Task instructions: Report all lines from the entries below in which "scale" appears.

Records for this exercise:
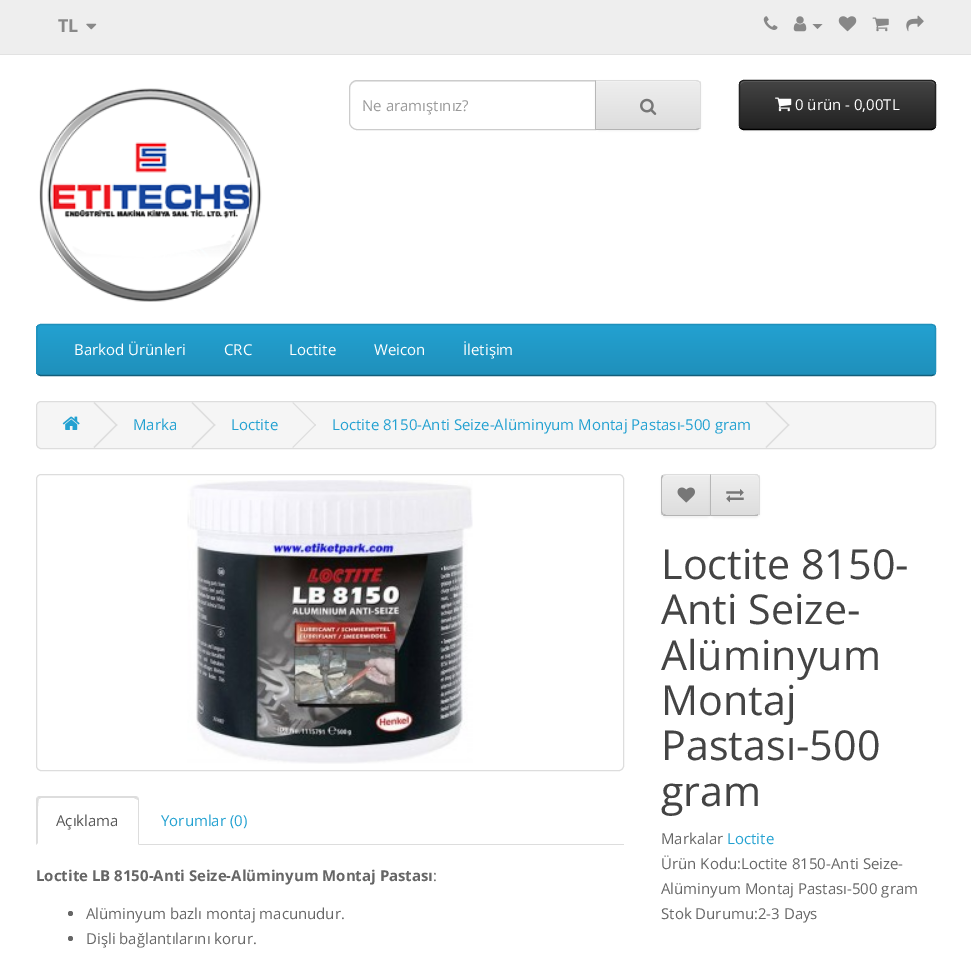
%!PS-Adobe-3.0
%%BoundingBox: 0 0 971 958
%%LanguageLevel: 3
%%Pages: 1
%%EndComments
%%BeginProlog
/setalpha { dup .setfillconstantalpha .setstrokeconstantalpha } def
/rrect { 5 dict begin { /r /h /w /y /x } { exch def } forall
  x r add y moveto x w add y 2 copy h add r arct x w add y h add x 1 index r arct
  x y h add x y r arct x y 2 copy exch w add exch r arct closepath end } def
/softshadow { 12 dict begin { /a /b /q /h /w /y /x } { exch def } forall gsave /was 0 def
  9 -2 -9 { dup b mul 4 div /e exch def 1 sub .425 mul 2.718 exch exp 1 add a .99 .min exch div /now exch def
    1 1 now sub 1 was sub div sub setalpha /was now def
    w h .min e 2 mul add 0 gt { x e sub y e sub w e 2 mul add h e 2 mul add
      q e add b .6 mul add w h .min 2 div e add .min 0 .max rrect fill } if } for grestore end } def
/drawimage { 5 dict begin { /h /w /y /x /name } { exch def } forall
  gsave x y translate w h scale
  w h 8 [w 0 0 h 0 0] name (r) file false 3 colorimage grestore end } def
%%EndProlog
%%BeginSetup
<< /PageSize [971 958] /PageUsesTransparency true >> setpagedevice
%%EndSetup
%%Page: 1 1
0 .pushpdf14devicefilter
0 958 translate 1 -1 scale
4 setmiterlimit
1 setgray
0 0 971 958 rectfill
0.933 setgray
0 0 971 54 rectfill
0.886 setgray
0 54 971 1 rectfill
(images/1.raw) 86 23 11 7 drawimage
(images/2.raw) 763 16 15 14 drawimage
(images/3.raw) 793 16 14 16 drawimage
0.533 setgray
newpath 812.5 24 moveto 822.5 24 lineto 817.5 29 lineto closepath fill
(images/4.raw) 838 16 19 16 drawimage
(images/5.raw) 872 17 17 15 drawimage
(images/6.raw) 906 15 18 17 drawimage
(images/7.raw) 39 88 223 214 drawimage
0.925 setgray
newpath 356 82 moveto 595 82 lineto 595 81 lineto 356 81 lineto 353 81 350 84 350 87 curveto 350 89 lineto 350 85 353 82 356 82 curveto closepath fill
0.8 setgray
newpath 357 80.5 moveto 595.5 80.5 lineto 595.5 129.5 lineto 357 129.5 lineto 353 129.5 349.5 126 349.5 122 curveto 349.5 88 lineto 349.5 84 353 80.5 357 80.5 curveto closepath stroke
0 setgray
595 81 106 50 5 1 0.05 softshadow
gsave
newpath 595 80 moveto 696 80 lineto 699 80 701 82 701 85 curveto 701 125 lineto 701 128 699 130 696 130 curveto 595 130 lineto closepath clip newpath
gsave newpath 596 81 moveto 701 81 lineto 701 129 lineto 596 129 lineto closepath clip newpath
<< /ShadingType 2 /ColorSpace /DeviceRGB /Coords [648 81 648 129] /Extend [true true] /Function << /FunctionType 2 /Domain [0 1] /C0 [0.933 0.933 0.933] /C1 [0.867 0.867 0.867] /N 1 >> >> shfill grestore
grestore
0.945 setgray
newpath 596 82 moveto 696 82 lineto 698 82 700 84 700 86 curveto 700 85 lineto 700 83 698 81 696 81 curveto 596 81 lineto closepath fill
0.867 setgray
newpath 595 80 moveto 596 81 lineto 696 81 lineto 699 82 lineto 700 82 lineto 699 81 698 80 696 80 curveto closepath fill
newpath 700 82 moveto 701 82 701 84 701 85 curveto 701 125 lineto 701 126 701 128 700 128 curveto 699 128 lineto 700 127 700 126 700 125 curveto 700 85 lineto 700 84 700 83 699 82 curveto closepath fill
0.702 setgray
newpath 696 130 moveto 698 130 699 129 700 128 curveto 699 128 lineto 696 129 lineto 596 129 lineto 595 130 lineto closepath fill
0.718 setgray
newpath 595 80 moveto 595 130 lineto 596 129 lineto 596 81 lineto closepath fill
(images/8.raw) 640 98 17 17 drawimage
0 setgray
739 81 197 50 5 1 0.05 softshadow
gsave
739 80 197 50 5 rrect clip newpath
gsave newpath 739 81 moveto 936 81 lineto 936 129 lineto 739 129 lineto closepath clip newpath
<< /ShadingType 2 /ColorSpace /DeviceRGB /Coords [838 81 838 129] /Extend [true true] /Function << /FunctionType 2 /Domain [0 1] /C0 [0.267 0.267 0.267] /C1 [0.133 0.133 0.133] /N 1 >> >> shfill grestore
grestore
0.412 setgray
newpath 744 82 moveto 931 82 lineto 933 82 935 84 935 86 curveto 935 85 lineto 935 83 933 81 931 81 curveto 744 81 lineto 742 81 740 83 740 85 curveto 740 86 lineto 740 84 742 82 744 82 curveto closepath fill
0 setgray
1.2 setlinewidth
newpath 934.5 128 moveto 933.5 129 932.5 129.5 931 129.5 curveto 744 129.5 lineto 742.5 129.5 741.5 129 740.5 128 curveto stroke
0.133 setgray
newpath 740.5 128 moveto 740 127.5 739.5 126 739.5 125 curveto 739.5 85 lineto 739.5 84 740 82.5 740.5 82 curveto 741.5 81 742.5 80.5 744 80.5 curveto 931 80.5 lineto 932.5 80.5 933.5 81 934.5 82 curveto 935 82.5 935.5 84 935.5 85 curveto 935.5 125 lineto 935.5 126 935 127.5 934.5 128 curveto stroke
(images/9.raw) 775 97 17 15 drawimage
gsave
36 324 900 52 5 rrect clip newpath
gsave newpath 36 325 moveto 936 325 lineto 936 375 lineto 36 375 lineto closepath clip newpath
<< /ShadingType 2 /ColorSpace /DeviceRGB /Coords [486 325 486 375] /Extend [true true] /Function << /FunctionType 2 /Domain [0 1] /C0 [0.137 0.631 0.82] /C1 [0.122 0.565 0.733] /N 1 >> >> shfill grestore
grestore
0.078 0.369 0.478 setrgbcolor
newpath 934.5 374.5 moveto 933.5 375 932.5 375.5 931 375.5 curveto 41 375.5 lineto 40 375.5 39 375 38 374.5 curveto stroke
0.122 0.565 0.733 setrgbcolor
newpath 38 374.5 moveto 37.5 373.5 37 372.5 37 371 curveto 37 329 lineto 37 327.5 37.5 326.5 38 325.5 curveto 39 325 40 324.5 41 324.5 curveto 931 324.5 lineto 932.5 324.5 933.5 325 934.5 325.5 curveto 935 326.5 935.5 327.5 935.5 329 curveto 935.5 371 lineto 935.5 372.5 935 373.5 934.5 374.5 curveto stroke
0.961 setgray
36.5 401.5 899 47 4.5 rrect gsave fill grestore
0.867 setgray
1 setlinewidth
stroke
(images/10.raw) 62 416 18 14 drawimage
newpath 93.5 403 moveto 94.5 402 lineto 117.5 425 lineto 116.5 426 lineto closepath fill
newpath 93.5 447 moveto 116.5 424 lineto 117.5 425 lineto 94.5 448 lineto closepath fill
newpath 191.5 403 moveto 192.5 402 lineto 215.5 425 lineto 214.5 426 lineto closepath fill
newpath 191.5 447 moveto 214.5 424 lineto 215.5 425 lineto 192.5 448 lineto closepath fill
newpath 292.5 403 moveto 293 402 lineto 316 425 lineto 315.5 426 lineto closepath fill
newpath 292.5 447 moveto 315.5 424 lineto 316 425 lineto 293 448 lineto closepath fill
newpath 765.5 403 moveto 766.5 402 lineto 789.5 425 lineto 788.5 426 lineto closepath fill
newpath 765.5 447 moveto 788.5 424 lineto 789.5 425 lineto 766.5 448 lineto closepath fill
36.5 474.5 587 296 4.5 rrect stroke
(images/11.raw) 187 480 286 284 drawimage
139 844 485 1 rectfill
newpath 41 798 moveto 39 799 lineto 37 797 lineto 39 796 lineto 136 796 lineto 138 797 lineto 136 799 lineto 134 798 lineto closepath fill
newpath 139 799 moveto 139 845 lineto 138 844 lineto 138 800 lineto 136 799 lineto 138 797 lineto closepath fill
newpath 36 845 moveto 36 799 lineto 37 797 lineto 39 799 lineto 37 801 38 838 38 843 curveto closepath fill
0.4 setgray
newpath 70.5 913.5 2.5 0 360 arc closepath fill
newpath 70.5 938.5 2.5 0 360 arc closepath fill
0 setgray
661 475 50 43 5 1 0.05 softshadow
0.906 setgray
newpath 666 474 moveto 711 474 lineto 711 516 lineto 666 516 lineto 663 516 661 514 661 511 curveto 661 479 lineto 661 476 663 474 666 474 curveto closepath fill
gsave
newpath 666 474 moveto 711 474 lineto 711 516 lineto 666 516 lineto 663 516 661 514 661 511 curveto 661 479 lineto 661 476 663 474 666 474 curveto closepath clip newpath
gsave newpath 661 475 moveto 710 475 lineto 710 515 lineto 661 515 lineto closepath clip newpath
<< /ShadingType 2 /ColorSpace /DeviceRGB /Coords [686 475 686 515] /Extend [true true] /Function << /FunctionType 2 /Domain [0 1] /C0 [0.933 0.933 0.933] /C1 [0.867 0.867 0.867] /N 1 >> >> shfill grestore
grestore
0.945 setgray
newpath 666 476 moveto 710 476 lineto 710 475 lineto 667 475 lineto 666 475 664 476 664 477 curveto closepath fill
0.867 setgray
newpath 666 474 moveto 663 475 lineto 664 476 lineto 666 475 lineto 710 475 lineto 711 474 lineto closepath fill
0.702 setgray
newpath 711 516 moveto 710 515 lineto 666 515 lineto 664 514 lineto 663 515 lineto 663 516 665 516 666 516 curveto closepath fill
0.718 setgray
newpath 661 477.5 moveto 662.5 475 lineto 663.5 476 lineto 662.5 477 662 478 662 479 curveto 662 511 lineto 662 512 662.5 513 663.5 514 curveto 662.5 515 lineto 661 512.5 lineto closepath fill
(images/12.raw) 677 487 18 16 drawimage
0 setgray
710 475 50 43 5 1 0.05 softshadow
gsave
newpath 710 474 moveto 755 474 lineto 758 474 760 476 760 479 curveto 760 511 lineto 760 514 758 516 755 516 curveto 710 516 lineto closepath clip newpath
gsave newpath 711 475 moveto 760 475 lineto 760 515 lineto 711 515 lineto closepath clip newpath
<< /ShadingType 2 /ColorSpace /DeviceRGB /Coords [735 475 735 515] /Extend [true true] /Function << /FunctionType 2 /Domain [0 1] /C0 [0.933 0.933 0.933] /C1 [0.867 0.867 0.867] /N 1 >> >> shfill grestore
grestore
0.945 setgray
newpath 711 476 moveto 755 476 lineto 757 476 759 478 759 480 curveto 759 479 lineto 759 477 757 475 755 475 curveto 711 475 lineto closepath fill
0.867 setgray
newpath 758 475 moveto 758 474 756 474 755 474 curveto 710 474 lineto 711 475 lineto 755 475 lineto 756 475 757 475 758 476 curveto closepath fill
newpath 758.5 475.5 moveto 759.5 476 760 477.5 760 479 curveto 760 511 lineto 760 512.5 759.5 514 758.5 514.5 curveto 757.5 514 lineto 758.5 513 759 512 759 511 curveto 759 479 lineto 759 478 758.5 477 757.5 476 curveto closepath fill
0.702 setgray
newpath 758 515 moveto 758 516 756 516 755 516 curveto 710 516 lineto 711 515 lineto 755 515 lineto 756 515 757 515 758 514 curveto closepath fill
0.718 setgray
newpath 711 475 moveto 711 515 lineto 710 516 lineto 710 474 lineto closepath fill
(images/13.raw) 726 489 18 14 drawimage
/OpenSans-Bold [18 0 0 -18 0 0] selectfont
0.533 setgray
58 32 moveto (TL) show
/OpenSans-Regular [15 0 0 -15 0 0] selectfont
0.6 setgray
362 111 moveto (Ne aramıştınız?) show
1 setgray
795 110 moveto (0 ürün - 0,00TL) show
74 355 moveto (Barkod Ürünleri) show
224 355 moveto (CRC) show
289 355 moveto (Loctite) show
374 355 moveto (Weicon) show
463 355 moveto (İletişim) show
0.137 0.631 0.82 setrgbcolor
133 430 moveto (Marka) show
231 430 moveto (Loctite) show
332 430 moveto (Loctite 8150-Anti Seize-Alüminyum Montaj Pastası-500 gram) show
0.333 setgray
56 826 moveto (Açıklama) show
0.137 0.631 0.82 setrgbcolor
161 826 moveto (Yorumlar \(0\)) show
/OpenSans-Bold [15 0 0 -15 0 0] selectfont
0.4 setgray
36 881 moveto (Loctite LB 8150-Anti Seize-Alüminyum Montaj Pastası) show
/OpenSans-Regular [15 0 0 -15 0 0] selectfont
433 881 moveto (:) show
86 919 moveto (Alüminyum bazlı montaj macunudur.) show
86 944 moveto (Dişli bağlantılarını korur.) show
/OpenSans-Regular [41.25 0 0 -41.25 0 0] selectfont
0.267 setgray
661 579 moveto (Loctite 8150-) show
661 624 moveto (Anti Seize-) show
661 670 moveto (Alüminyum) show
661 715 moveto (Montaj) show
661 760 moveto (Pastası-500) show
661 806 moveto (gram) show
/OpenSans-Regular [15 0 0 -15 0 0] selectfont
0.4 setgray
661 844 moveto (Markalar) show
0.137 0.631 0.82 setrgbcolor
727 844 moveto (Loctite) show
0.4 setgray
661 869 moveto (Ürün Kodu:Loctite 8150-Anti Seize-) show
661 894 moveto (Alüminyum Montaj Pastası-500 gram) show
661 919 moveto (Stok Durumu:2-3 Days) show
.poppdf14devicefilter showpage
%%EOF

Task response:
  gsave x y translate w h scale
0 958 translate 1 -1 scale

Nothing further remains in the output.